Computational reproducibility

Code may fail (to reproduce) if run with different software
Datasets can store (and share) software environments (Docker or Singularity containers) and reproducibly execute code inside of the software container, capturing software as additional provenance
DataLad extension: datalad-container

datalad-containers run

Summary - Reproducible execution

datalad run records a command and its impact on the dataset.

All dataset modifications are saved - use it in a clean dataset.

Data/directories specified as --input are retrieved prior to command execution.

Use one flag per input.

Data/directories specified as --output will be unlocked for modifications prior to a rerun of the command.

Its optional to specify, but helpful for recomputations.

datalad containers-run can be used to capture the software environment as provenance.

Its ensures computations are ran in the desired software set up.

datalad rerun can automatically re-execute run-records later.

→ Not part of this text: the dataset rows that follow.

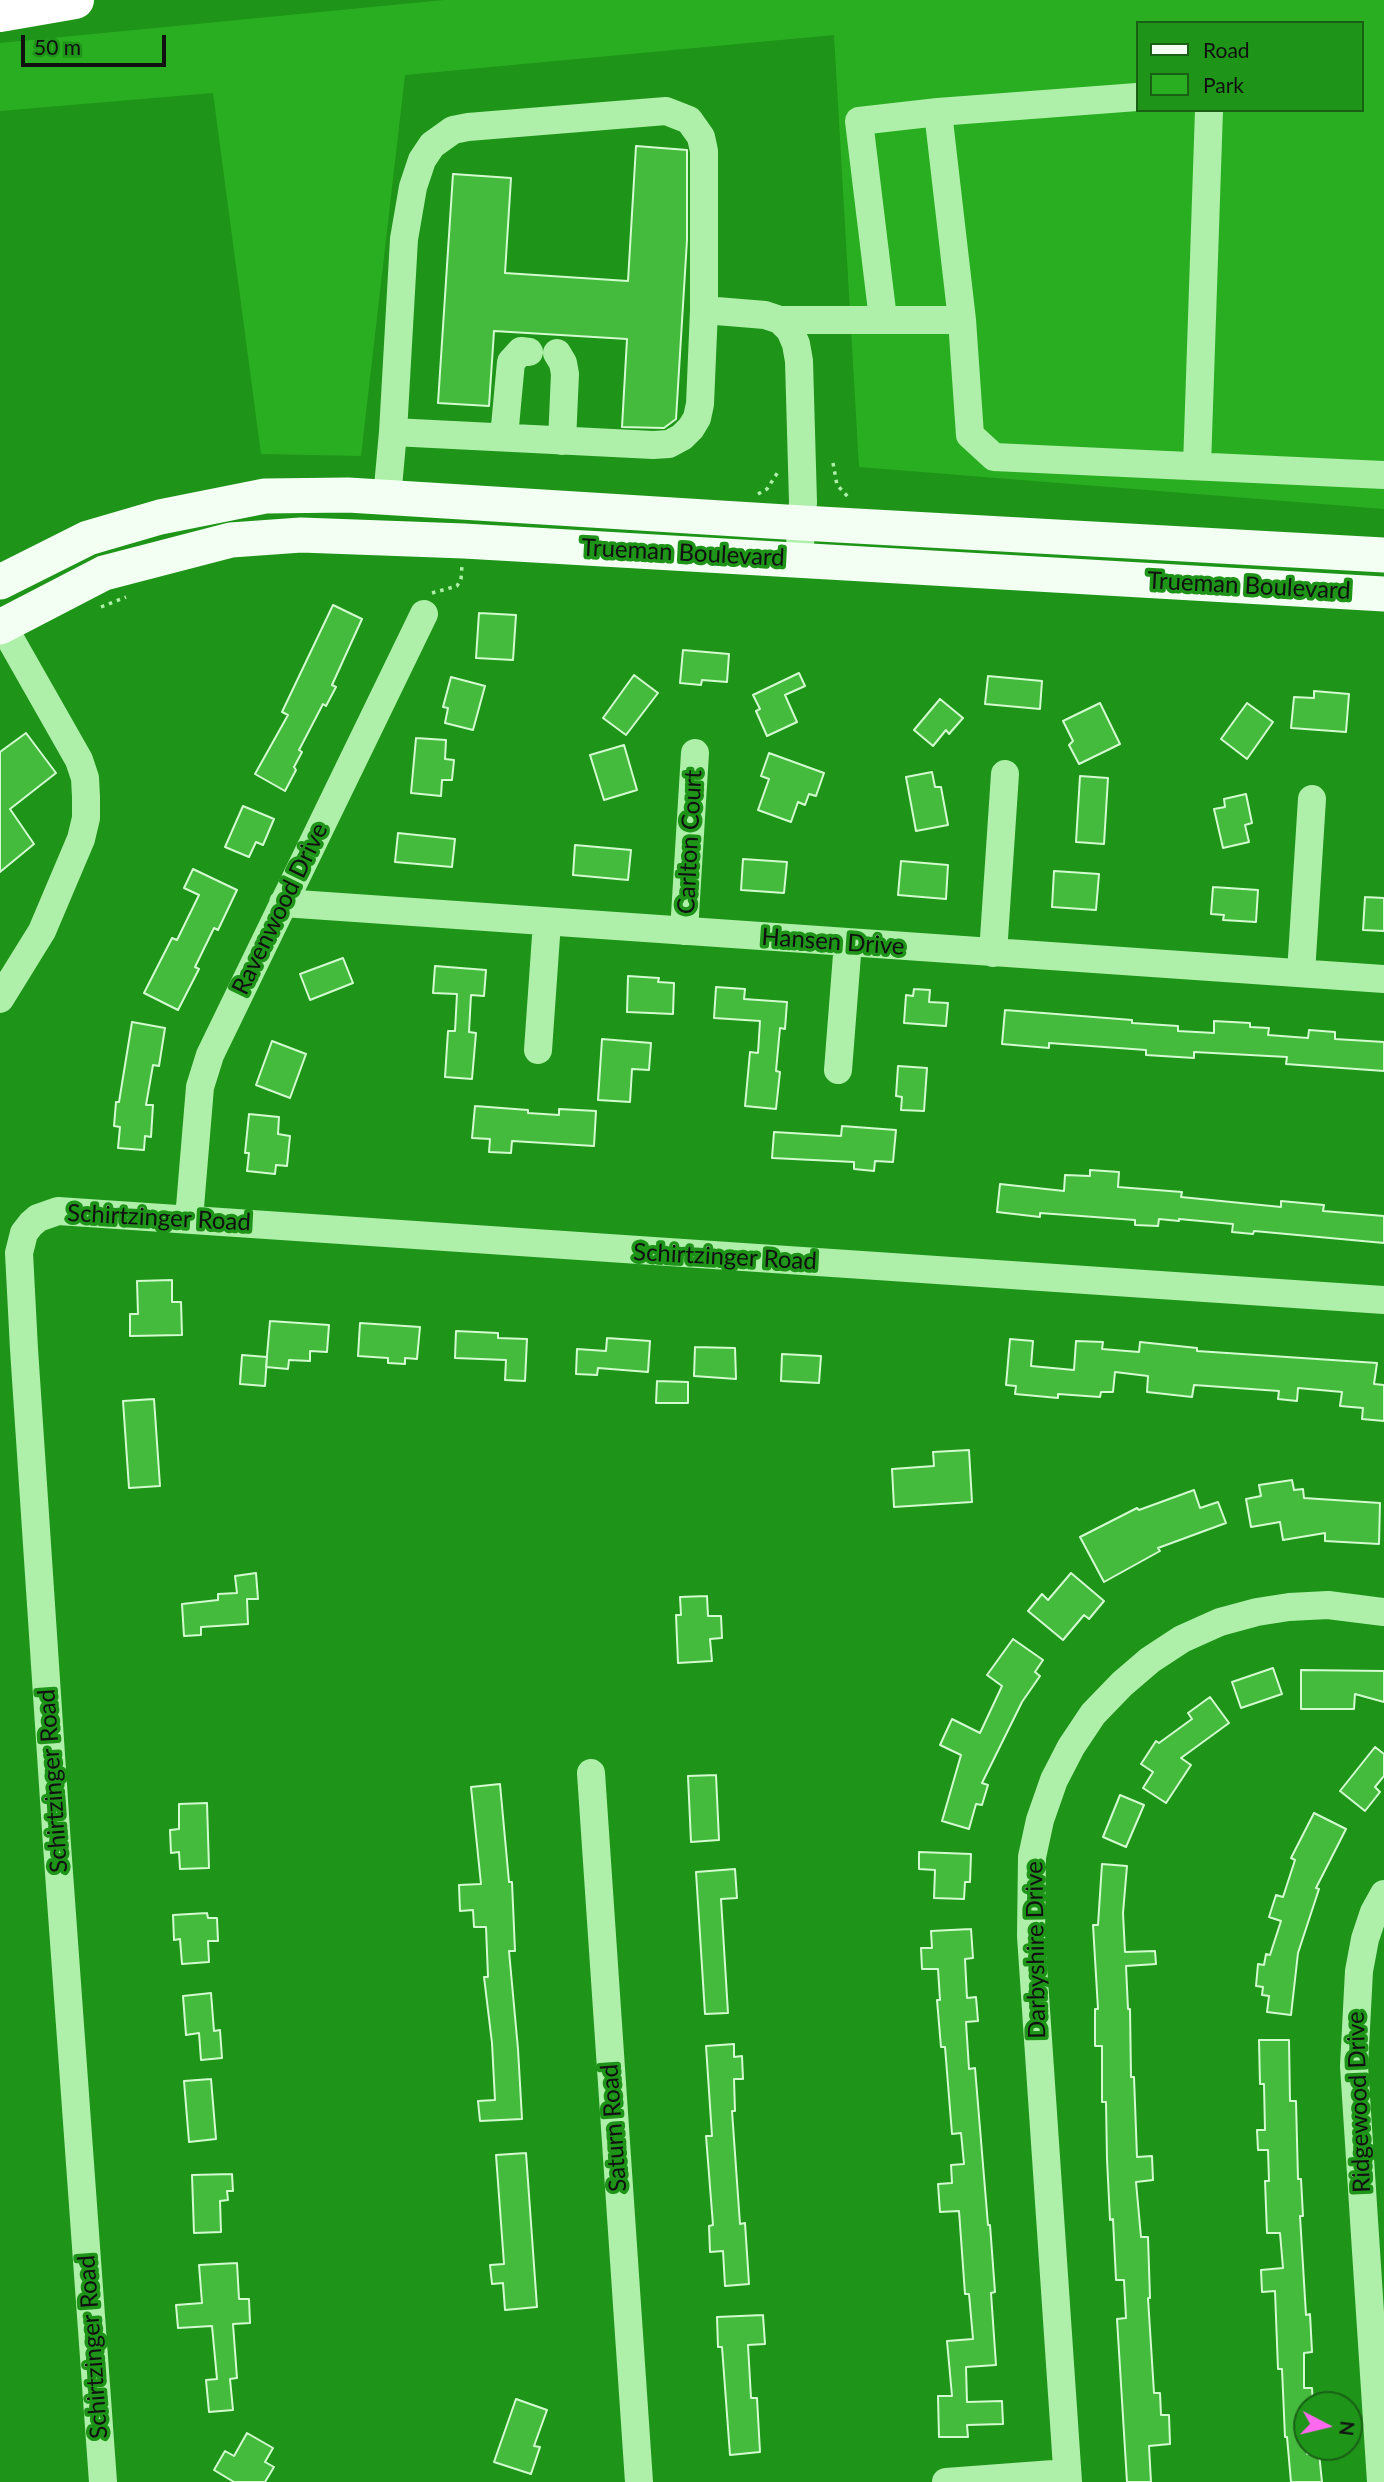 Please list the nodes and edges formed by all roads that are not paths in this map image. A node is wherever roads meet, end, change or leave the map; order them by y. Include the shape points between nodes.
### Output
1 (47, 0) edge
2 (75, 0) edge
3 (0, 4) edge
4 (0, 13) edge
5 (1136, 97) edge
6 (938, 112) junction
7 (1209, 112) edge
8 (704, 310) junction
9 (883, 319) junction
10 (780, 320) junction
11 (961, 320) junction
12 (529, 352) dead end
13 (557, 353) dead end
14 (393, 432) junction
15 (504, 438) junction
16 (562, 441) junction
17 (1197, 466) junction
18 (1384, 475) edge
19 (387, 498) junction
20 (802, 523) junction
21 (1384, 555) edge
22 (799, 560) junction
23 (0, 582) edge
24 (1384, 594) edge
25 (424, 614) road end
26 (1, 625) edge
27 (695, 753) dead end
28 (1005, 774) dead end
29 (1312, 799) dead end
30 (283, 903) junction
31 (547, 922) junction
32 (684, 931) junction
33 (848, 943) junction
34 (993, 953) junction
35 (1301, 973) junction
36 (1384, 979) edge
37 (4, 986) edge
38 (538, 1050) dead end
39 (838, 1070) dead end
40 (189, 1219) junction
41 (1384, 1300) edge
42 (1384, 1612) edge
43 (591, 1773) dead end
44 (1384, 1894) edge
45 (1382, 2452) edge
46 (1067, 2478) edge
47 (103, 2482) edge
48 (639, 2482) edge
49 (946, 2482) edge
50 (1381, 2482) edge

1 - 3 highway
2 - 4 highway
5 - 6 street
6 - 9 street via 859,121
6 - 11 street
7 - 17 street
8 - 10 street
8 - 14 street via 704,151 689,120 666,111 453,130 432,145 413,187 404,239
8 - 16 street via 700,404 697,418 682,437 653,445
9 - 10 street
9 - 11 street
10 - 20 street via 793,337 799,361
11 - 17 street via 970,435 994,457
12 - 15 street via 521,351 511,362
13 - 16 street via 565,374
14 - 15 street
14 - 19 street
15 - 16 street
17 - 18 street
19 - 20 main road, Trueman Boulevard
19 - 23 main road, Trueman Boulevard via 265,496 184,512 88,538
20 - 21 main road, Trueman Boulevard
20 - 22 street
22 - 24 main road, Trueman Boulevard
22 - 26 main road, Trueman Boulevard via 460,558 301,535 231,540 104,573
25 - 30 street, Ravenwood Drive
26 - 37 street via 79,760 86,797 81,839 42,931
27 - 32 street, Carlton Court
28 - 34 street
29 - 35 street
30 - 31 street, Hansen Drive
30 - 40 street, Ravenwood Drive via 222,1027 200,1087
31 - 32 street, Hansen Drive
31 - 38 street
32 - 33 street, Hansen Drive
33 - 34 street, Hansen Drive
33 - 39 street
34 - 35 street, Hansen Drive
35 - 36 street, Hansen Drive
40 - 41 street, Schirtzinger Road
40 - 47 street, Schirtzinger Road via 58,1211 38,1218 24,1233 19,1253
42 - 46 street, Darbyshire Drive via 1328,1605 1289,1607 1220,1622 1182,1639 1150,1660 1093,1714 1071,1746 1047,1800 1032,1857 1031,1936
43 - 48 street, Saturn Road
44 - 45 street, Ridgewood Drive via 1364,1939 1353,2066
45 - 50 street, Ridgewood Drive
46 - 49 street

They can be identified with any commit-ish (hash, tag, range, ...)

Questions!

Interested in more about computational reproducibility? Checkout the usecase DataLad for machine-learning anlaysis at handbook.datalad.org

Datasets for yourself and others

DataLad is built to maximize interoperability and use with hosting and storage technology: Share datasets with the services you use anyway

Datasets for yourself and others

DataLad is built to maximize interoperability and use with hosting and storage technology: Share datasets with the services you use anyway

Everything you need to know about sharing datasets is in the chapter in Third party infrastructure

Why use DataLad?

Mistakes are not forever anymore: Easy version control, regardless of file size
Who needs short-term memory when you can have run-records?
Disk-usage magic: Have access to more data than your hard drive has space
Collaboration and updating mechanisms: Alice shares her data with Bob. Alice fixes a mistake and pushes the fix. Bob says "datalad update" and gets her changes. And vice-versa.
Transparency: Shared datasets keep their history. No need to track down a former student, ask their project what was done.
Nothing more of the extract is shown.